AIM OF THE EXERCISE: Print each record exactly as it appears, but drop the images.

SUPPLIED ENTRIES:
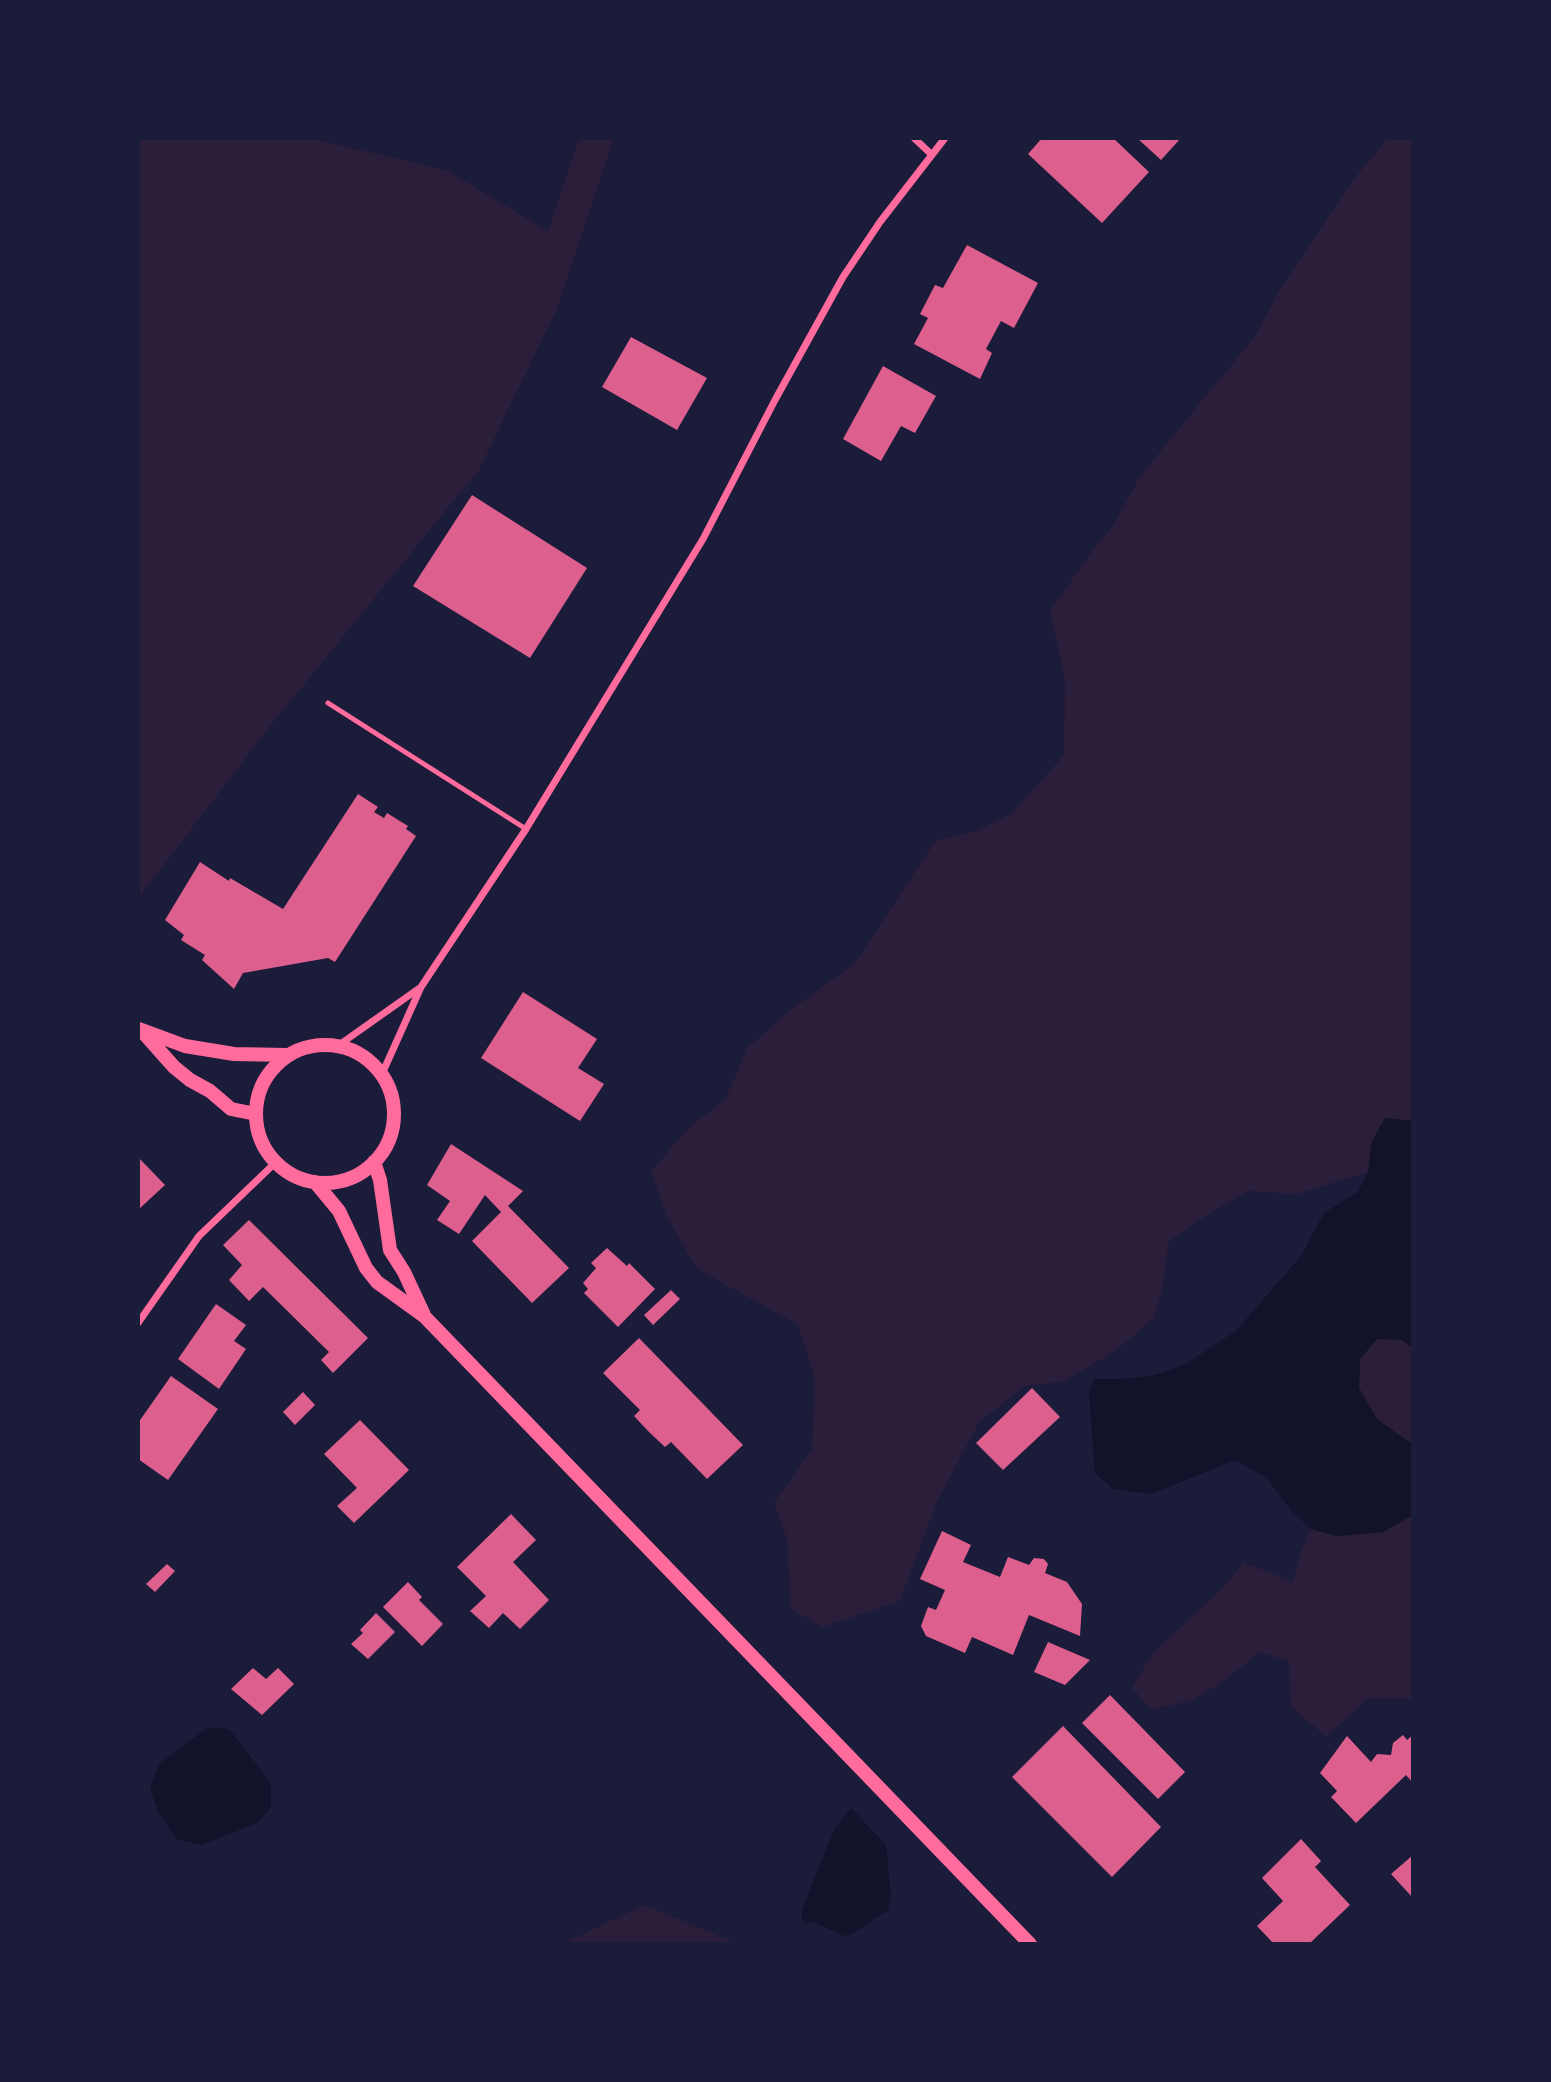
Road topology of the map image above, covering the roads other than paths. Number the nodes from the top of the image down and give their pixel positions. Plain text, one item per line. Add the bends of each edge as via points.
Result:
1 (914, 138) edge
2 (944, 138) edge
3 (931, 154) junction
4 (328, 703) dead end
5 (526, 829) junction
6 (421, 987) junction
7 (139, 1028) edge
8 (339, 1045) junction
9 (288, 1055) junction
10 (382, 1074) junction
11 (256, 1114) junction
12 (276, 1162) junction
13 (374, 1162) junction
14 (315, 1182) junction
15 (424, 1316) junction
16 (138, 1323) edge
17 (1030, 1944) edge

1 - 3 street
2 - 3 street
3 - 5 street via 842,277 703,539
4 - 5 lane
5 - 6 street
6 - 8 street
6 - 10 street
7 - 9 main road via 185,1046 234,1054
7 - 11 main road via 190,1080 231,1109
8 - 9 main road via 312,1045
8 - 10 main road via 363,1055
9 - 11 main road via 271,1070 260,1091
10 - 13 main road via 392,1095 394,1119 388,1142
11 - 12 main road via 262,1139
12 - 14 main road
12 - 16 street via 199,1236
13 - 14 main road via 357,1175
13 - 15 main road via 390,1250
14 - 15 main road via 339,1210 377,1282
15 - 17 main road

ANSWER TO THE PROBLEM:
Road topology of the map image above, covering the roads other than paths. Number the nodes from the top of the image down and give their pixel positions. Plain text, one item per line. Add the bends of each edge as via points.
Result:
1 (914, 138) edge
2 (944, 138) edge
3 (931, 154) junction
4 (328, 703) dead end
5 (526, 829) junction
6 (421, 987) junction
7 (139, 1028) edge
8 (339, 1045) junction
9 (288, 1055) junction
10 (382, 1074) junction
11 (256, 1114) junction
12 (276, 1162) junction
13 (374, 1162) junction
14 (315, 1182) junction
15 (424, 1316) junction
16 (138, 1323) edge
17 (1030, 1944) edge

1 - 3 street
2 - 3 street
3 - 5 street via 842,277 703,539
4 - 5 lane
5 - 6 street
6 - 8 street
6 - 10 street
7 - 9 main road via 185,1046 234,1054
7 - 11 main road via 190,1080 231,1109
8 - 9 main road via 312,1045
8 - 10 main road via 363,1055
9 - 11 main road via 271,1070 260,1091
10 - 13 main road via 392,1095 394,1119 388,1142
11 - 12 main road via 262,1139
12 - 14 main road
12 - 16 street via 199,1236
13 - 14 main road via 357,1175
13 - 15 main road via 390,1250
14 - 15 main road via 339,1210 377,1282
15 - 17 main road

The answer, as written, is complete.